(STORED DATA)

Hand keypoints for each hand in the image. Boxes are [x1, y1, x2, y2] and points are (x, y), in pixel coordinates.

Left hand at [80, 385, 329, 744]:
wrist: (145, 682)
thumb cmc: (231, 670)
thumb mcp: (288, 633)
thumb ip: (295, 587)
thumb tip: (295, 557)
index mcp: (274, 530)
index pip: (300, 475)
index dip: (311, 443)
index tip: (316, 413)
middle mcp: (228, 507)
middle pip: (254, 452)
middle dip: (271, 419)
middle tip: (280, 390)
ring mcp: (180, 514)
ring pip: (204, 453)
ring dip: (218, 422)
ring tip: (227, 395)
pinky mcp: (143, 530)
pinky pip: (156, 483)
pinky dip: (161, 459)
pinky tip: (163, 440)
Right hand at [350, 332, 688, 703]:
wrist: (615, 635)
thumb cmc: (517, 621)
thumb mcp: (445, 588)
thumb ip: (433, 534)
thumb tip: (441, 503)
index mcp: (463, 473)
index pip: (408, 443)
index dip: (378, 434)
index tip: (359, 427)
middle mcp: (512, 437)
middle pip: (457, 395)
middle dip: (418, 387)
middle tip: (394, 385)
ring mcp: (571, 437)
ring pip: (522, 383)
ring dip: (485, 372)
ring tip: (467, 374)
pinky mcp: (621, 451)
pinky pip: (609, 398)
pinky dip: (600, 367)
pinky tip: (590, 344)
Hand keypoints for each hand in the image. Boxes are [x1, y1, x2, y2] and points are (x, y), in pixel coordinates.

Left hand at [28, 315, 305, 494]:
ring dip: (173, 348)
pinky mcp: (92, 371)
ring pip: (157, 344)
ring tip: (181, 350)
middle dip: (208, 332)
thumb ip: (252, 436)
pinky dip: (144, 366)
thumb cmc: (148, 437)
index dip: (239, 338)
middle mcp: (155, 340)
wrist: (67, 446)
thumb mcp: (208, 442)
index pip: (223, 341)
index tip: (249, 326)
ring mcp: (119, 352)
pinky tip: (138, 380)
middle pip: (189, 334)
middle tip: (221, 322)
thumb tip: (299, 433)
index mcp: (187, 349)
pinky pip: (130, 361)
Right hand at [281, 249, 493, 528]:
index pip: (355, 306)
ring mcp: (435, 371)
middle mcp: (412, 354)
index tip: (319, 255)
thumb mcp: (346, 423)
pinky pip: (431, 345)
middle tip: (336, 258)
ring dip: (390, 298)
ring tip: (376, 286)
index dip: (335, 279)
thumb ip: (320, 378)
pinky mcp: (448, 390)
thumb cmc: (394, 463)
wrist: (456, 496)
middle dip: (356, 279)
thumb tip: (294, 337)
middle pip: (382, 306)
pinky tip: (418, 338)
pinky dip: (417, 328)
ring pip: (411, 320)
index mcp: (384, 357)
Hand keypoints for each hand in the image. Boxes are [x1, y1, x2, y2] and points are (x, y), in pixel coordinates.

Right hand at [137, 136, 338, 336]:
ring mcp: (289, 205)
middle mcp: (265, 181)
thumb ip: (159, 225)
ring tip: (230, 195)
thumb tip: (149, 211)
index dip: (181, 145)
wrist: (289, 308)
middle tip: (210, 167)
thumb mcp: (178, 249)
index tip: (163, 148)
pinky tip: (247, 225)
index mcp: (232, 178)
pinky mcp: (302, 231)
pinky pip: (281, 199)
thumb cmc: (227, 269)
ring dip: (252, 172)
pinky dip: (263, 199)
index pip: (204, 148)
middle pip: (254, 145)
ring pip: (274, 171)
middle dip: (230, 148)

(End STORED DATA)
(STORED DATA)

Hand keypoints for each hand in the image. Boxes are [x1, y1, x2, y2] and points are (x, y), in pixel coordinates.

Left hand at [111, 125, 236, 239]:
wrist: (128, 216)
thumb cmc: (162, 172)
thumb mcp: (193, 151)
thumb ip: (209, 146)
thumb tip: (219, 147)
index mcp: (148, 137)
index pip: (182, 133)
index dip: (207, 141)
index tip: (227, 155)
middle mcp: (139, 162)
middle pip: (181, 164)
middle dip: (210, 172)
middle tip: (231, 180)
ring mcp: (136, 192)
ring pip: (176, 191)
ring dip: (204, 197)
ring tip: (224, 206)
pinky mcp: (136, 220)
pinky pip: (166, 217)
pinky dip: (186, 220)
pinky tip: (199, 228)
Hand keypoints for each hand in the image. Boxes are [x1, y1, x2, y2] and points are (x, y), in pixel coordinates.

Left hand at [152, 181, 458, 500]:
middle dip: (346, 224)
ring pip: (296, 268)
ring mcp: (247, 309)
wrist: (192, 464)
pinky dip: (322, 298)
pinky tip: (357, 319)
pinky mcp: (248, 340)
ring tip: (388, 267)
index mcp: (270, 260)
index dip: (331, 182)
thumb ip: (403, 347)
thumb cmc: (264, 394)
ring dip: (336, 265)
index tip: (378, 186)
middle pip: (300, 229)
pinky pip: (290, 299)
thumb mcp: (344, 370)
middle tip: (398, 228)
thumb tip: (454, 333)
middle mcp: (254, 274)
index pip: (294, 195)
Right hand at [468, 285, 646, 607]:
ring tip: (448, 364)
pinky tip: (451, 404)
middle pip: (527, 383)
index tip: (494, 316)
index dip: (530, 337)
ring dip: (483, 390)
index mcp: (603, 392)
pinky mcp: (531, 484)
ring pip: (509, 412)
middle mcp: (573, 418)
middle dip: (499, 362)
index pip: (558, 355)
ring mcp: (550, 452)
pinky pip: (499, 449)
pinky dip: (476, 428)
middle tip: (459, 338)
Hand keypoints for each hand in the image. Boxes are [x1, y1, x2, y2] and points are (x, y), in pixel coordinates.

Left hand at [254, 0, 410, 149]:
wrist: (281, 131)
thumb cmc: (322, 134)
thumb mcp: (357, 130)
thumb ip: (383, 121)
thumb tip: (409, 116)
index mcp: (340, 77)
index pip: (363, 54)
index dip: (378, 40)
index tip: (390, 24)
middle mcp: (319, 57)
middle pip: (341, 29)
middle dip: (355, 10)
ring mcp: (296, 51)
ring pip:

(End STORED DATA)

WHAT YOU HAVE TO DO => Copy out only the lines above from the one with "ring pip: (522, 383)" to the one with "wrist: (456, 496)", inclusive, exactly as they stand.

ANSWER FOR THIS EXERCISE =>
ring pip: (522, 383)
ring dip: (485, 372)
ring tip: (467, 374)
pinky mcp: (621, 451)
pinky pip: (609, 398)
pinky dip: (600, 367)
pinky tip: (590, 344)
Hand keypoints for each hand in the image. Boxes are [x1, y1, x2, y2] and points are (x, y), in pixel coordinates.

Left hand at [28, 315, 305, 494]:
ring dip: (173, 348)
pinky mcp: (92, 371)
ring pip: (157, 344)
ring tip: (181, 350)
middle dip: (208, 332)
thumb ip: (252, 436)
pinky dip: (144, 366)
thumb cmc: (148, 437)
index dip: (239, 338)
middle mcp: (155, 340)
wrist: (67, 446)
thumb mcp: (208, 442)
index pip: (223, 341)
index tip: (249, 326)
ring mcp: (119, 352)
pinky tip: (138, 380)
middle pip: (189, 334)
middle tip: (221, 322)
thumb tip: (299, 433)
index mcp: (187, 349)
pinky pip: (130, 361)
Right hand at [281, 249, 493, 528]:
index pip: (355, 306)
ring mcp: (435, 371)
middle mcp: (412, 354)
index tip: (319, 255)
thumb mcp: (346, 423)
pinky pip: (431, 345)
middle tip: (336, 258)
ring dip: (390, 298)
ring tip: (376, 286)
index dip: (335, 279)
thumb ip: (320, 378)
pinky mcp: (448, 390)
thumb cmc: (394, 463)
wrist: (456, 496)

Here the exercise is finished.